_YOUR GOAL:_ Copy all records exactly; omit pictures.

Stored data
*** Block opens ***
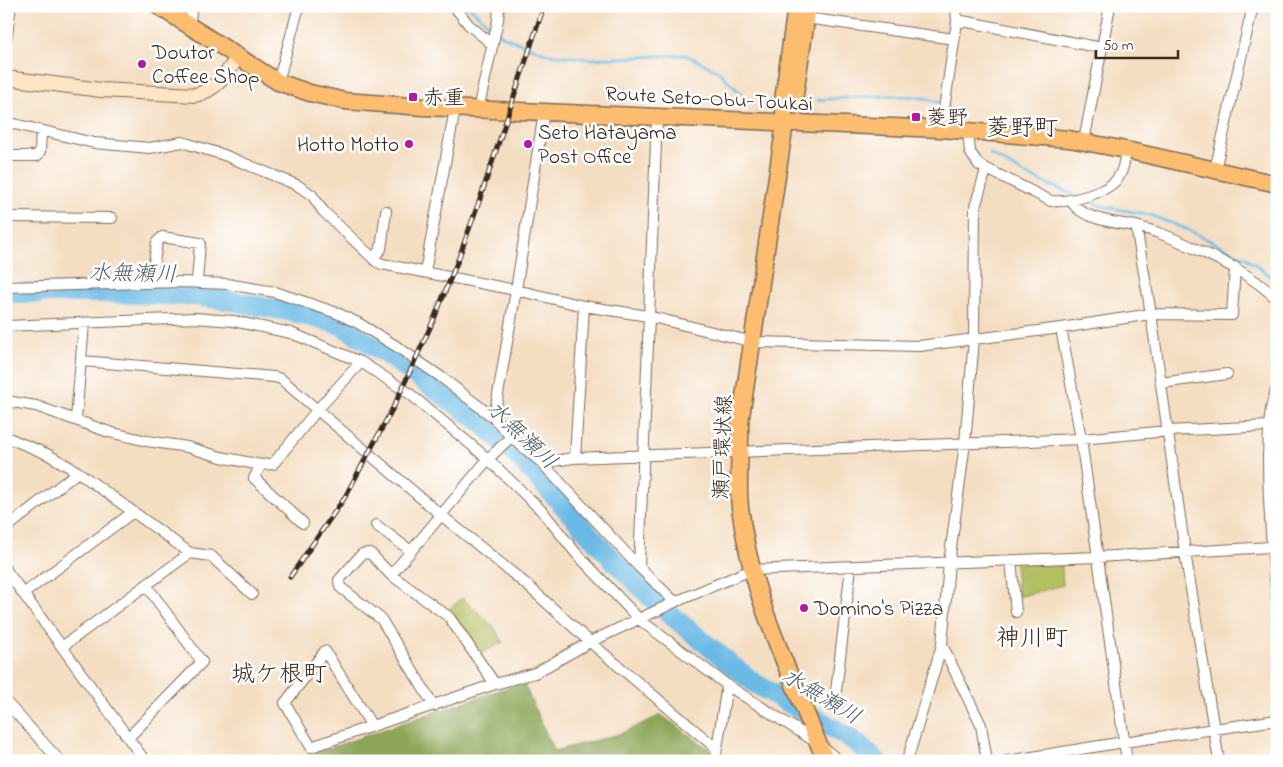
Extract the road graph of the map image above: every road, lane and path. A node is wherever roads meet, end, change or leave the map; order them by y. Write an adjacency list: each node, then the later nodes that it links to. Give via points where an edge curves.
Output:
1 (10, 6): 14 (street)
2 (158, 6): 12 (main road, Route Seto-Obu-Toukai)
3 (192, 6): 12 (street)
4 (299, 6): 19 (street)
5 (454, 6): 15 (street, via 469,25)
6 (500, 6): 15 (street)
7 (956, 6): 11 (street)
8 (1110, 6): 16 (street)
9 (1253, 6): 33 (street)
10 (803, 10): 13 (street); 25 (main road, 瀬戸環状線, via 793,107)
11 (957, 20): 13 (street); 16 (street)
12 (189, 26): 17 (main road, Route Seto-Obu-Toukai)
13 (954, 39): 26 (street)
14 (6, 41)
15 (493, 45): 21 (street)
16 (1102, 48): 29 (street)
17 (238, 57): 18 (street, via 218,84 195,95 102,90); 19 (main road, Route Seto-Obu-Toukai)
18 (6, 78)
19 (278, 82): 20 (main road, Route Seto-Obu-Toukai, via 345,101)
20 (455, 109): 21 (main road, Route Seto-Obu-Toukai); 42 (street)
21 (478, 110): 22 (main road, Route Seto-Obu-Toukai)
22 (544, 112): 23 (main road, Route Seto-Obu-Toukai); 46 (street)
23 (657, 117): 25 (main road, Route Seto-Obu-Toukai); 50 (street)
24 (6, 122): 27 (street)
25 (785, 123): 26 (main road, Route Seto-Obu-Toukai); 55 (main road, 瀬戸環状線)
26 (942, 125): 28 (main road, Route Seto-Obu-Toukai)
27 (40, 131): 31 (street, via 37,156); 40 (street, via 94,143 150,148 182,142 224,155 297,185 312,195 327,215)
28 (968, 131): 29 (main road, Route Seto-Obu-Toukai); 32 (street, via 970,152)
29 (1084, 141): 30 (main road, Route Seto-Obu-Toukai)
30 (1126, 150): 33 (main road, Route Seto-Obu-Toukai); 35 (street, via 1120,176 1113,185)
31 (6, 156)
32 (986, 170): 35 (street, via 1051,200); 54 (street, via 975,207)
33 (1215, 170): 34 (main road, Route Seto-Obu-Toukai)
34 (1277, 184)
35 (1071, 200): 39 (street, via 1080,211)
36 (386, 211): 40 (street, via 380,249)
37 (6, 217): 38 (street)
38 (112, 218)
39 (1136, 226): 41 (street, via 1158,231); 49 (street)
40 (373, 258): 42 (street, via 382,264)
41 (1235, 267): 47 (street); 49 (street, via 1232,315)
42 (425, 272): 46 (street)
43 (198, 282): 44 (street); 44 (street, via 200,243 162,237 157,242); 63 (street, via 275,292 337,313 396,346)
44 (151, 283): 45 (street)
45 (6, 287)
46 (516, 290): 48 (street); 63 (street)
47 (1277, 300)
48 (584, 306): 50 (street); 73 (street)
49 (1151, 314): 53 (street); 59 (street)
50 (648, 316): 55 (street); 72 (street)
51 (84, 323): 52 (street); 56 (street); 57 (street, via 195,318 233,321 291,333)
52 (6, 326)
53 (1061, 328): 54 (street); 69 (street)
54 (974, 339): 55 (street, via 919,346); 70 (street)
55 (753, 342): 71 (main road, 瀬戸環状線, via 740,423)
56 (82, 361): 62 (street, via 274,377); 64 (street)
57 (361, 362): 62 (street); 74 (street, via 410,394)
58 (1227, 374): 59 (street)
59 (1161, 383): 66 (street)
60 (1277, 388): 65 (street)
61 (6, 401): 64 (street, via 36,406)
62 (318, 409): 76 (street, via 273,464); 79 (street)
63 (494, 418): 68 (street)
64 (76, 419): 76 (street, via 109,432)
65 (1269, 426): 66 (street); 83 (street, via 1268,494)
66 (1168, 432): 69 (street); 85 (street)
67 (6, 436): 77 (street)
68 (511, 437): 74 (street); 75 (street)
69 (1081, 439): 70 (street); 87 (street)
70 (965, 443): 71 (street); 89 (street)
71 (740, 451): 72 (street); 93 (main road, 瀬戸環状線, via 740,505)
72 (642, 456): 73 (street); 90 (street)
73 (575, 458): 75 (street)
74 (488, 459): 79 (street); 101 (street, via 543,512 575,552)
75 (542, 463): 90 (street)
76 (261, 465): 80 (street, via 254,478)
77 (78, 472): 78 (street); 82 (street)
78 (133, 512): 86 (street); 96 (street)
79 (441, 515): 84 (street); 102 (street, via 527,585)
80 (303, 523)
81 (376, 525): 84 (street)
82 (6, 528)
83 (1272, 547): 85 (street); 98 (street)
84 (410, 551): 94 (street)
85 (1185, 552): 87 (street); 112 (street)
86 (190, 553): 95 (street); 97 (street, via 211,556)
87 (1097, 557): 88 (street); 115 (street)
88 (1012, 560): 89 (street); 100 (street)
89 (949, 563): 91 (street); 103 (street)
90 (639, 566): 99 (street)
91 (852, 567): 93 (street); 107 (street)
92 (6, 570): 96 (street)
93 (751, 570): 99 (street); 113 (main road, 瀬戸環状線, via 769,625)
94 (391, 575): 105 (street, via 449,618); 109 (street, via 370,553 362,554 339,580 340,587 381,619)
95 (146, 585): 104 (street); 114 (street, via 202,662)
96 (23, 594): 104 (street)
97 (252, 594)
98 (1277, 600)
99 (675, 602): 101 (street)
100 (1016, 612)
101 (640, 620): 102 (street); 106 (street)
102 (590, 642): 105 (street, via 534,673); 116 (street)
103 (942, 645): 122 (street); 123 (street, via 981,725)
104 (63, 646): 114 (street)
105 (495, 684): 109 (street)
106 (727, 685): 113 (street); 116 (street)
107 (835, 699)
108 (6, 702): 117 (street)
109 (434, 706): 111 (street)
110 (1277, 720): 112 (street)
111 (372, 726): 111 (street, via 312,747 285,703 325,651)
112 (1214, 729): 115 (street); 126 (street)
113 (816, 737): 120 (main road, 瀬戸環状線); 121 (street)
114 (128, 738): 118 (street)
115 (1124, 742): 124 (street); 125 (street)
116 (716, 749): 119 (street)
117 (60, 761)
118 (145, 761)
119 (715, 761)
120 (826, 761)
121 (839, 761)
122 (908, 761)
123 (988, 761)
124 (1007, 761)
125 (1127, 761)
126 (1219, 761)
*** Block closes ***
_WRITTEN ANSWER:_
Extract the road graph of the map image above: every road, lane and path. A node is wherever roads meet, end, change or leave the map; order them by y. Write an adjacency list: each node, then the later nodes that it links to. Give via points where an edge curves.
Output:
1 (10, 6): 14 (street)
2 (158, 6): 12 (main road, Route Seto-Obu-Toukai)
3 (192, 6): 12 (street)
4 (299, 6): 19 (street)
5 (454, 6): 15 (street, via 469,25)
6 (500, 6): 15 (street)
7 (956, 6): 11 (street)
8 (1110, 6): 16 (street)
9 (1253, 6): 33 (street)
10 (803, 10): 13 (street); 25 (main road, 瀬戸環状線, via 793,107)
11 (957, 20): 13 (street); 16 (street)
12 (189, 26): 17 (main road, Route Seto-Obu-Toukai)
13 (954, 39): 26 (street)
14 (6, 41)
15 (493, 45): 21 (street)
16 (1102, 48): 29 (street)
17 (238, 57): 18 (street, via 218,84 195,95 102,90); 19 (main road, Route Seto-Obu-Toukai)
18 (6, 78)
19 (278, 82): 20 (main road, Route Seto-Obu-Toukai, via 345,101)
20 (455, 109): 21 (main road, Route Seto-Obu-Toukai); 42 (street)
21 (478, 110): 22 (main road, Route Seto-Obu-Toukai)
22 (544, 112): 23 (main road, Route Seto-Obu-Toukai); 46 (street)
23 (657, 117): 25 (main road, Route Seto-Obu-Toukai); 50 (street)
24 (6, 122): 27 (street)
25 (785, 123): 26 (main road, Route Seto-Obu-Toukai); 55 (main road, 瀬戸環状線)
26 (942, 125): 28 (main road, Route Seto-Obu-Toukai)
27 (40, 131): 31 (street, via 37,156); 40 (street, via 94,143 150,148 182,142 224,155 297,185 312,195 327,215)
28 (968, 131): 29 (main road, Route Seto-Obu-Toukai); 32 (street, via 970,152)
29 (1084, 141): 30 (main road, Route Seto-Obu-Toukai)
30 (1126, 150): 33 (main road, Route Seto-Obu-Toukai); 35 (street, via 1120,176 1113,185)
31 (6, 156)
32 (986, 170): 35 (street, via 1051,200); 54 (street, via 975,207)
33 (1215, 170): 34 (main road, Route Seto-Obu-Toukai)
34 (1277, 184)
35 (1071, 200): 39 (street, via 1080,211)
36 (386, 211): 40 (street, via 380,249)
37 (6, 217): 38 (street)
38 (112, 218)
39 (1136, 226): 41 (street, via 1158,231); 49 (street)
40 (373, 258): 42 (street, via 382,264)
41 (1235, 267): 47 (street); 49 (street, via 1232,315)
42 (425, 272): 46 (street)
43 (198, 282): 44 (street); 44 (street, via 200,243 162,237 157,242); 63 (street, via 275,292 337,313 396,346)
44 (151, 283): 45 (street)
45 (6, 287)
46 (516, 290): 48 (street); 63 (street)
47 (1277, 300)
48 (584, 306): 50 (street); 73 (street)
49 (1151, 314): 53 (street); 59 (street)
50 (648, 316): 55 (street); 72 (street)
51 (84, 323): 52 (street); 56 (street); 57 (street, via 195,318 233,321 291,333)
52 (6, 326)
53 (1061, 328): 54 (street); 69 (street)
54 (974, 339): 55 (street, via 919,346); 70 (street)
55 (753, 342): 71 (main road, 瀬戸環状線, via 740,423)
56 (82, 361): 62 (street, via 274,377); 64 (street)
57 (361, 362): 62 (street); 74 (street, via 410,394)
58 (1227, 374): 59 (street)
59 (1161, 383): 66 (street)
60 (1277, 388): 65 (street)
61 (6, 401): 64 (street, via 36,406)
62 (318, 409): 76 (street, via 273,464); 79 (street)
63 (494, 418): 68 (street)
64 (76, 419): 76 (street, via 109,432)
65 (1269, 426): 66 (street); 83 (street, via 1268,494)
66 (1168, 432): 69 (street); 85 (street)
67 (6, 436): 77 (street)
68 (511, 437): 74 (street); 75 (street)
69 (1081, 439): 70 (street); 87 (street)
70 (965, 443): 71 (street); 89 (street)
71 (740, 451): 72 (street); 93 (main road, 瀬戸環状線, via 740,505)
72 (642, 456): 73 (street); 90 (street)
73 (575, 458): 75 (street)
74 (488, 459): 79 (street); 101 (street, via 543,512 575,552)
75 (542, 463): 90 (street)
76 (261, 465): 80 (street, via 254,478)
77 (78, 472): 78 (street); 82 (street)
78 (133, 512): 86 (street); 96 (street)
79 (441, 515): 84 (street); 102 (street, via 527,585)
80 (303, 523)
81 (376, 525): 84 (street)
82 (6, 528)
83 (1272, 547): 85 (street); 98 (street)
84 (410, 551): 94 (street)
85 (1185, 552): 87 (street); 112 (street)
86 (190, 553): 95 (street); 97 (street, via 211,556)
87 (1097, 557): 88 (street); 115 (street)
88 (1012, 560): 89 (street); 100 (street)
89 (949, 563): 91 (street); 103 (street)
90 (639, 566): 99 (street)
91 (852, 567): 93 (street); 107 (street)
92 (6, 570): 96 (street)
93 (751, 570): 99 (street); 113 (main road, 瀬戸環状線, via 769,625)
94 (391, 575): 105 (street, via 449,618); 109 (street, via 370,553 362,554 339,580 340,587 381,619)
95 (146, 585): 104 (street); 114 (street, via 202,662)
96 (23, 594): 104 (street)
97 (252, 594)
98 (1277, 600)
99 (675, 602): 101 (street)
100 (1016, 612)
101 (640, 620): 102 (street); 106 (street)
102 (590, 642): 105 (street, via 534,673); 116 (street)
103 (942, 645): 122 (street); 123 (street, via 981,725)
104 (63, 646): 114 (street)
105 (495, 684): 109 (street)
106 (727, 685): 113 (street); 116 (street)
107 (835, 699)
108 (6, 702): 117 (street)
109 (434, 706): 111 (street)
110 (1277, 720): 112 (street)
111 (372, 726): 111 (street, via 312,747 285,703 325,651)
112 (1214, 729): 115 (street); 126 (street)
113 (816, 737): 120 (main road, 瀬戸環状線); 121 (street)
114 (128, 738): 118 (street)
115 (1124, 742): 124 (street); 125 (street)
116 (716, 749): 119 (street)
117 (60, 761)
118 (145, 761)
119 (715, 761)
120 (826, 761)
121 (839, 761)
122 (908, 761)
123 (988, 761)
124 (1007, 761)
125 (1127, 761)
126 (1219, 761)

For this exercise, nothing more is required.